[PEAK] Fwd: Adding C generation to bytecode assembler

Tue Aug 29 20:08:35 EDT 2006

On 8/21/06, Phillip J. Eby <pje at telecommunity.com> wrote:
>
> >I think my loop with a few math ops is sufficiently contrived enough that
> >it can't be considered a very reliable benchmark of what's to come or
> much
> >insperation for awe. ;)
>
> Fair enough.

I certainly made an overly bold statement to begin with.  Performance is
actually not the highest priority I wish to achieve, if it's 10-20%, so be
it.

>   I actually expect a speedup benefit to happen only in certain cases, I
> > suspect most functions would not benefit enough or at all to even
> bother.
>
> This is especially going to be the case where function calls are
> concerned,
> but probably also integer math and certain other operations where the
> interpreter has type-specific speedup tricks that can't be obtained by
> straight C API translation.

I agree, hedging ones bets for whatever "p3yk" might land vis a vis type
information before run time.  For now I'm focusing on interpreter
interoperability.

>   But I'm suprised you don't think the inner interpreter or the stack
> > movement has much overhead, that seems to be pretty low hanging fruit to
> > me but the future could prove me dead wrong.

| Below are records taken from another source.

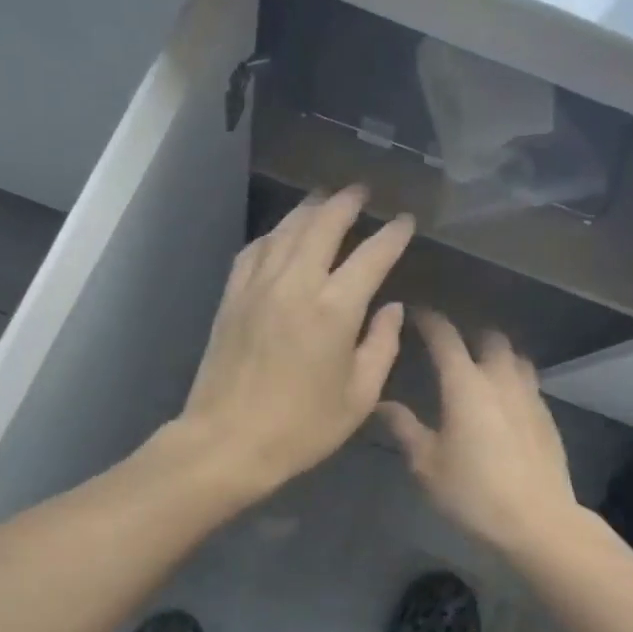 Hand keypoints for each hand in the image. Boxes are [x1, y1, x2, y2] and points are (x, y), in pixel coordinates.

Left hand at [178, 187, 414, 500]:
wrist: (227, 441)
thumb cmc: (301, 428)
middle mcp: (296, 283)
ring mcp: (258, 286)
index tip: (405, 221)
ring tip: (324, 199)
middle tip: (361, 190)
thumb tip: (392, 309)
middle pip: (323, 224)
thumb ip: (381, 346)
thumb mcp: (358, 397)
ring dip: (309, 209)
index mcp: (335, 309)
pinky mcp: (232, 297)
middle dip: (346, 202)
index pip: (372, 255)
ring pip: (286, 230)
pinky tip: (280, 235)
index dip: (392, 234)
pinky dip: (273, 235)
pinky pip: (254, 250)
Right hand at [377, 310, 578, 553]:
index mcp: (465, 385)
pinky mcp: (547, 416)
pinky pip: (528, 382)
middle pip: (489, 338)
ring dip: (496, 354)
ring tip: (479, 368)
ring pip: (515, 357)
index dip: (429, 320)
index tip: (415, 314)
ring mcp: (530, 396)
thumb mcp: (427, 464)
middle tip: (449, 346)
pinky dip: (512, 379)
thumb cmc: (473, 492)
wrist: (537, 521)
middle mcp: (500, 379)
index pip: (445, 337)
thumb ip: (404, 428)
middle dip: (469, 334)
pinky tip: (502, 402)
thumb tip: (381, 403)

I remember one or two
> > threads specifically on this subject on python-dev, but I don't remember
> > much actual measurement being conclusively shown at the time to prove it
> > one way or another.
>
> Well, it's said that p2c (or was it py2c?) achieved only 10-15% speedup
> using these techniques.

I wish I could find that code but google produced nothing in that regard
(perhaps I should do more digging with py2c), so it's hard for me to
research what techniques were used or what the benefit was (or is now with
things changed so much).

>I've not studied a lot of Pyrex's output, but some through a few
> >trials.  I would be suprised and suspect of my own results if Pyrex
> didn't
> >generate faster code than I have here,
>
> Hm.  Well, Pyrex generates code that does a lot of setting variables to
> None and inc/decrefing all over the place, and plus which it doesn't take
> nearly as much advantage of the type information it has available to it as
> you'd expect.  And until relatively recent versions it used C strings to
> do
> attribute access, which is horrifically slow.

I'll avoid that then. ;)

In general, simply taking a Python program and compiling it with Pyrex is
> very likely to produce code that is *slower* than the original Python
> program -- even after you add some type declarations.

Here:

http://svn.eby-sarna.com/RuleDispatch/src/dispatch/_d_speedups.pyx?rev=2135&view=log

in the last log msg you allude to some pleasing amount of performance
increase.  Was there some thought you put toward writing code specifically
well suited to Pyrex?

>  although I don't think Pyrex is as readable,
>
> Heh.  If you want better performance than the CPython interpreter, I think
> you're going to end up with code that's far less readable than Pyrex, but
> that's just a guess.

Well I guess by readable in this case I mean highly commented, including the
source Python line and comments, stack depth information, block based
indentation, block information, and experimenting with more readable symbols
that are mangled in a later step.  My goal is for the reader (me) to be able
to scan down the generated code and see the progression of program flow from
one instruction to the next and easily see what's going on, and work forward
from there.

>it's certainly more mature and probably the closest project in terms of
> >goals.  I think my experiment is much simpler than Pyrex though, not
> >having to maintain a language parser or complex code generator or deal
> >with some of the restrictions Pyrex has.  One of my main goals is to
> >maintain 100% interpreter compatibility.
>
> Unfortunately, I don't think that you can do that *and* get more than say
> a
> 10-15% speedup -- i.e., one probably not worth all the effort.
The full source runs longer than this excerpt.